[Data records]

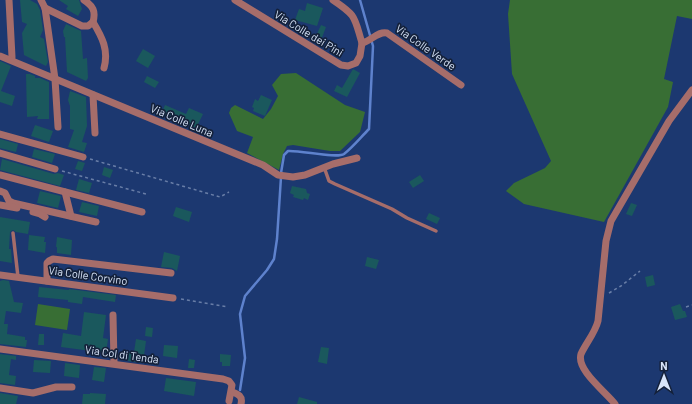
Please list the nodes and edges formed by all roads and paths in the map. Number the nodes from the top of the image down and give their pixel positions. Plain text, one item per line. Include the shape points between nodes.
1 (9, 0) edge
2 (41, 0) edge
3 (84, 0) edge
4 (235, 0) edge
5 (333, 0) edge
6 (45, 8) junction
7 (93, 22) junction
8 (368, 40) junction
9 (0, 56) edge
10 (12, 57) dead end
11 (104, 68) dead end
12 (55, 79) junction
13 (461, 84) dead end
14 (692, 90) edge
15 (93, 95) junction
16 (58, 127) dead end
17 (95, 133) dead end
18 (0, 134) edge
19 (0, 153) edge
20 (83, 157) joint
21 (357, 158) dead end
22 (324, 167) junction
23 (55, 168) joint
24 (0, 175) edge
25 (0, 191) edge
26 (65, 192) junction
27 (229, 192) dead end
28 (146, 194) dead end
29 (0, 205) edge
30 (142, 212) dead end
31 (71, 216) junction
32 (45, 218) dead end
33 (96, 222) dead end
34 (436, 232) dead end
35 (13, 233) dead end
36 (640, 271) dead end
37 (171, 273) dead end
38 (0, 275) edge
39 (18, 277) junction
40 (47, 281) junction
41 (173, 298) joint
42 (601, 298) junction
43 (692, 305) edge
44 (228, 306) dead end
45 (686, 307) dead end
46 (113, 315) dead end
47 (0, 349) edge
48 (114, 363) junction
49 (0, 388) edge
50 (72, 388) dead end
51 (232, 392) junction
52 (229, 401) dead end
53 (241, 404) edge
54 (615, 404) edge

1 - 10 street
2 - 6 street
3 - 7 street via 94,10
4 - 8 street, Via Colle dei Pini via 341,65 356,63
5 - 8 street via 355,19
6 - 7 street via 82,26 88,26
6 - 12 street
7 - 11 street via 106,48
8 - 13 street, Via Colle Verde via 382,32 389,34
9 - 12 street, Via Colle Luna
12 - 15 street, Via Colle Luna
12 - 16 street
14 - 42 street via 669,121 611,221 606,241
15 - 17 street
15 - 22 street, Via Colle Luna via 263,165 280,176 297,177
18 - 20 street
19 - 23 street
20 - 27 path via 220,197
21 - 22 street, Via Colle Luna
22 - 34 lane via 329,181
23 - 28 path
24 - 26 street
25 - 31 street via 6,193 11,202
26 - 30 street
26 - 31 street
29 - 32 street via 36,212
31 - 33 street
35 - 39 lane
36 - 42 path
37 - 40 street via 53,259 47,263
38 - 39 street, Via Colle Corvino
39 - 40 street, Via Colle Corvino
40 - 41 street, Via Colle Corvino
41 - 44 path
42 - 54 street via 597,325 581,354 580,362 584,370
43 - 45 path
46 - 48 street
47 - 48 street, Via Col di Tenda
48 - 51 street, Via Col di Tenda via 223,379 231,384
49 - 50 street via 33,394 56,387
51 - 52 street
51 - 53 street, Via Col di Tenda via 242,397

> _What you are asked to do_
Select all lines with the word "Corvino" from the entries above.

> _Answer below_
38 - 39 street, Via Colle Corvino
39 - 40 street, Via Colle Corvino
40 - 41 street, Via Colle Corvino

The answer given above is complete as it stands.